Face au premier ministre Jean Castex (qui s’oppose au retour en jauge réduite de l’ensemble des étudiants) ni les présidents d’université, ni les appels au secours des profs, ni la voix des syndicats et associations étudiantes n’ont infléchi celui qui voudrait se faire le « père la rigueur » de la nation au nom de l’intérêt général. Les acteurs de l’université dans leur ensemble auront beau réclamer une plus grande confiance et de la souplesse pour « sauver le second semestre », rien n’y fait. Le fantôme de la ministre de l’enseignement supérieur, de la recherche et de l’innovation semble avoir circonscrit son terrain de jeu à quelques laboratoires parisiens, oubliant que son ministère est censé apporter des SOLUTIONS aux près de 3 millions d’étudiants en France.

3 millions de sacrifiés sur l’autel d’une crise sanitaire dont on ne connait pas la durée. Utilisant un conditionnel timide, « les étudiants de première année seraient autorisés à revenir suivre leurs travaux dirigés (TD) en demi-jauge, à compter de lundi 25 janvier » déclarait la semaine dernière le premier ministre. L’annonce étant conditionnée à l’évolution des courbes du virus dont on sait qu’elles repartent à la hausse ! Promesse de Gascon.

Il y a l’urgence. La détresse psychologique des uns, la mise à l’index social des autres, et tous ces jeunes sans ressources et sans lendemain matin. La pérennisation des renforts de 80 psychologues et 60 assistants sociaux pour toute l’année civile 2021 : voilà la réponse du gouvernement à 3 millions de jeunes. Apparemment, le « quoi qu’il en coute présidentiel » ne fait pas d’études…

Il y a aussi le sacrifice français imposé, sans débat, sans recherche du consensus, sans explication.
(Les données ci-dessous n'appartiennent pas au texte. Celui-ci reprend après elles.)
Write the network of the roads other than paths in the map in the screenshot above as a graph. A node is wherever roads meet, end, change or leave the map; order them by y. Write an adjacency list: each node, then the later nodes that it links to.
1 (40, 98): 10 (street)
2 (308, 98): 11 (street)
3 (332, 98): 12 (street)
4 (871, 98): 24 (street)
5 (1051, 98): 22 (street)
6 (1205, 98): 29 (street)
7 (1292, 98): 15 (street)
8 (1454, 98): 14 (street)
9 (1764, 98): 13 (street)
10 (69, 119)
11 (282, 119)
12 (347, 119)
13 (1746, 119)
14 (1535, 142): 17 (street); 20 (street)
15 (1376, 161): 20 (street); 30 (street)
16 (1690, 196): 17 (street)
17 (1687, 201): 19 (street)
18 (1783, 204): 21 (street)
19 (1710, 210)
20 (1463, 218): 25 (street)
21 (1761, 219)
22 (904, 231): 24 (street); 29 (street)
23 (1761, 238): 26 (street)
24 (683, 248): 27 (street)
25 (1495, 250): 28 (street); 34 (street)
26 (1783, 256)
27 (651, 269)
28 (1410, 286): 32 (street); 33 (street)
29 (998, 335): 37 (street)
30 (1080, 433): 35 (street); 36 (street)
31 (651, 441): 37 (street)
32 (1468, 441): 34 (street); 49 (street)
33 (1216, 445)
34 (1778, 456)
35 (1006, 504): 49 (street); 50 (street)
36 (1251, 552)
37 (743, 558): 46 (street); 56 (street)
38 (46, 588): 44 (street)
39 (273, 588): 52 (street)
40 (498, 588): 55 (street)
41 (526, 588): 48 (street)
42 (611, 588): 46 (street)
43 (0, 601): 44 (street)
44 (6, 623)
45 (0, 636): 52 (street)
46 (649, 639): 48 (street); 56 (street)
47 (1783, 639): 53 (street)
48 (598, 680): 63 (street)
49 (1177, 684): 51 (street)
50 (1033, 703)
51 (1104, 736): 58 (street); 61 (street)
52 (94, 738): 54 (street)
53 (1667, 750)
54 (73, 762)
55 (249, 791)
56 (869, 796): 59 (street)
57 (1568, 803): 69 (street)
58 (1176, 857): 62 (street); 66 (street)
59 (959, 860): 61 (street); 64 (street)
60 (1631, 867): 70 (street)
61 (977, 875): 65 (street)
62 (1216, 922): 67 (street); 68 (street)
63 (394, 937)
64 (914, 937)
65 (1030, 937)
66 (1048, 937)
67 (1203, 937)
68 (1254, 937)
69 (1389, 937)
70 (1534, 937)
L’université n’est pas seulement le lieu de formation professionnelle dont on pourrait ignorer l’intérêt actuellement en se disant que de toutes les manières, comme il n’y aura plus d’emploi demain, à quoi bon former les jeunes ?

L’université, dans sa fonction première, essentielle, originelle, est de préparer les jeunes à devenir des citoyens éclairés.

La démocratie tire sa force d’une citoyenneté instruite, de la capacité de chacun à résister au mensonge, aux incitations cachées, bref d’une meilleure compréhension du monde et des autres. En plongeant les étudiants dans le bouillonnement virtuel et en les y maintenant sans jamais soulever le couvercle, ce n’est pas seulement une génération qui se trouve noyée dans la guerre désordonnée au virus, qui plus est peu agressif contre elle. Elle est empêchée de faire ses apprentissages sociaux à l’heure. Faute de volontarisme à chercher des solutions adaptées avec elle, à lui faire confiance, avec cette génération abimée, c’est un projet de société reposant sur l’idéal démocratique qui ne pourra venir. 

Tout se passe comme si le gouvernement avait décidé la grève pour toute cette construction de soi dans son rapport à l’autre, dans son rapport au collectif et au monde, dont les fondations se trouvent au carrefour de la pratique sportive, des enrichissements culturels variés, des enseignements universitaires et du mélange de toutes ces expériences vécues.